Hayvanların birbirleriyle yahut beşerlerle kurdukları irtibat, insanların beşerlerle kurdukları bağlantıdan çok farklı. Lakin primatlarla insanların lisan ve irtibatının ne kadar ileri bir düzeye taşındığını inkâr edemeyiz.
1960’lı yıllarda işaret lisanı öğretilmek üzere sahiplenilen Washoe’nun araştırmasındaki emel ise ortak lisan kullanımında şempanzelerin, insanlara ne derece benzediğini görmekti. Sonuçlar sahiden hayret verici olmuştu.
Henüz 10 aylıkken araştırma yapılmak üzere sahiplenildi.
1965 yılında Afrika’da doğan Washoe’nun annesi, muhtemelen bir avcı tarafından öldürülmüştü ve Washoe da satılmak üzere markete götürülmüştü.
Psikoloji Profesörü Dr. Allen Gardner ve Dr. Beatrix Gardner, 1966 yılında onu bir araştırma için almışlardı. Yaşadığı Washoe bölgesinden ötürü buranın ismini alan primat, “insan lisanını öğrenen birinci şempanze” olarak tarihe geçecekti.
Washoe’nun da başka hayvanlar üzere kendine has bir karakteri vardı.
İnsanlarla ve öbür maymunlarla ortası çok yeterliydi. Hatta söylenene göre âlâ bir mizah anlayışı vardı. Mecmualara, gazetelere, kitaplara bakmayı çok seviyordu.
Yaptığı başka aktiviteler ise fotoğraf çizmek, kahve ve çay partileri yapmak, dişlerini fırçalamak ve insan dostlarının ayakkabılarına bakmaktı. Balkabağı pudingi, patlıcan, soğanlı yulaf ezmesi, bezelye çorbası, sakız, çay ve kahve en sevdiği yiyecek ve içeceklerdi.
Washoe, dilsiz bir çocuk üzere yetiştirilmişti.
Araştırmacıların meskeninin bahçesinde kendine özel bir meskeni bile olan şempanze, hayatının tahminen de en hoş yıllarını burada yaşamıştı. Kendi oyuncakları ve kıyafetleri vardı.
Onu sahiplenen ailesi, Washoe’nun yanındayken asla sözlü iletişim kurmuyordu. İşaret lisanını kullanmaya teşvik etmek için sadece işaret lisanıyla anlaşıyorlardı. Yaklaşık 3 yaşına geldiğinde yüzden fazla kelimeyi öğrenmişti. Hatta birden fazla sözcük kullanarak küçük cümleler kurabiliyordu.

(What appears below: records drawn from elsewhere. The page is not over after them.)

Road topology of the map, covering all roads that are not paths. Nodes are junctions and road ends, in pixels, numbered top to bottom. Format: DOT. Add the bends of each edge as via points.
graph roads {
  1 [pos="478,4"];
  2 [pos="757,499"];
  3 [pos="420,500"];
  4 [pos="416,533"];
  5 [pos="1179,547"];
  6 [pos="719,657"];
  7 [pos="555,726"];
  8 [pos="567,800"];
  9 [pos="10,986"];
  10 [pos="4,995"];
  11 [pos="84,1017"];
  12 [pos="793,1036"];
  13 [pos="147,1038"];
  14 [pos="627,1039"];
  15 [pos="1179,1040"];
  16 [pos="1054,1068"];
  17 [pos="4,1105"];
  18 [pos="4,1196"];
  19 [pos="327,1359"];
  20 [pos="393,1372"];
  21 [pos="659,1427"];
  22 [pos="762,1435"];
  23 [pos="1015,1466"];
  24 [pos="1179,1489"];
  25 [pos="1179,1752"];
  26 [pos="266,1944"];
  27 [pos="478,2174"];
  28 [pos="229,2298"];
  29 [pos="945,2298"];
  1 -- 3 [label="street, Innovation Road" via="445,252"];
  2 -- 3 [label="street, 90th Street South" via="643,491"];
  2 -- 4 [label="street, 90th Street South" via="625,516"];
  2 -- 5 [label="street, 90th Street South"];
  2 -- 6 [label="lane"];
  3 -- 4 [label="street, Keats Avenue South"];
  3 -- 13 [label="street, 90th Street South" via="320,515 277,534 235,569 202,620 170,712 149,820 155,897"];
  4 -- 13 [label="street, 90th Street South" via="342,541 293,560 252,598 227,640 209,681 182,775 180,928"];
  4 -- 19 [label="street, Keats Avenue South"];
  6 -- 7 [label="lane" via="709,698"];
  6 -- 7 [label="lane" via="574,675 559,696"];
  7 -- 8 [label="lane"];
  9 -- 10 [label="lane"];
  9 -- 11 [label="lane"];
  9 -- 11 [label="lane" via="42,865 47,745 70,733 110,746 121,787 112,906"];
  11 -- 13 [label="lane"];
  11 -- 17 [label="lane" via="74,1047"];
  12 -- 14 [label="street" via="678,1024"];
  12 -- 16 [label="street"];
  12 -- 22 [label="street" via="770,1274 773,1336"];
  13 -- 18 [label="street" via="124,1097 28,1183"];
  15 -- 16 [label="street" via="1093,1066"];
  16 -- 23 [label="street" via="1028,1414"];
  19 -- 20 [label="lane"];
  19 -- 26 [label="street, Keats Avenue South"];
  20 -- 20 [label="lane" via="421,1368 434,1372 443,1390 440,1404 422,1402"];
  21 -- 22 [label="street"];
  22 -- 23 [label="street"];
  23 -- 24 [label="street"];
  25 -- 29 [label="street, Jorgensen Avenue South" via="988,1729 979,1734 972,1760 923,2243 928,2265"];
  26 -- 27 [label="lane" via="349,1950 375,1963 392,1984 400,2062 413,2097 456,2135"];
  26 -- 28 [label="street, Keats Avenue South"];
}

Kurduğu cümlelerden kimileri şu haldeydi:
“Washoe gıdıklıyor.”
“Gıdıklama ver, daha fazla gıdıklama ver.”
“Bana lütfen yemek ver.”
“Sen git.”
“Acele et. Bana diş fırçası ver.”
Bazı şeyleri manalandırmak için kendi sözcüklerini bile üretiyordu!
Var olan sözleri işaret lisanıyla tabir etmesinin yanı sıra birtakım kavramlara kendi işaretlerini bulmuştu. Örneğin kuğu için “su kuşu” manasına gelen işaretleri kullanıyordu. Bilinmeyen sözcükleri tanımlalamak için mevcut sözcükleri kullanma yeteneğinin sırf insanlarda olduğu düşünüldüğü için bu olay herkesi çok şaşırtmıştı.
1980 yılında Central Washington Üniversitesi Şempanze ve İnsan Bağlantısı Enstitüsü’ne götürülen Washoe orada; Loulis, Tatu, Moja ve Dar ismindeki öteki şempanzelerle tanıştı. Bir mühlet sonra birlikte işaret lisanıyla anlaşabildiler. Söylenene nazaran Washoe, birlikte geçirdikleri sekiz günün sonunda Loulis’e işaret lisanı öğretti. Bu da bir insan yerine hayvanın, başka bir canlıya işaret lisanını öğrettiği birinci örnek oldu.
Washoe’nun öğrendiği işaret lisanı, araştırmacılar ortasında tartışma konusu.
Bazı bilim insanları, şempanzenin sadece kendisine öğretilen işaret lisanını taklit ettiğini ve bunları bizatihi yahut lisanın gramerini sahiden anlayarak kullanmadığını söylüyor.
Evet, hayvanlardaki gramer yetisi, beşerler üzere gelişmiş değil lakin Washoe’nun, işaret lisanını tamamen şuurlu bir biçimde kullanıp kullanmadığını sanırım hiçbir vakit bilemeyeceğiz.
Washoe, ondan sonra yapılacak araştırmalardaki lisan öğrenen şempanzelerin birinci örneği oldu ve 2007 yılında, 42 yaşındayken öldü.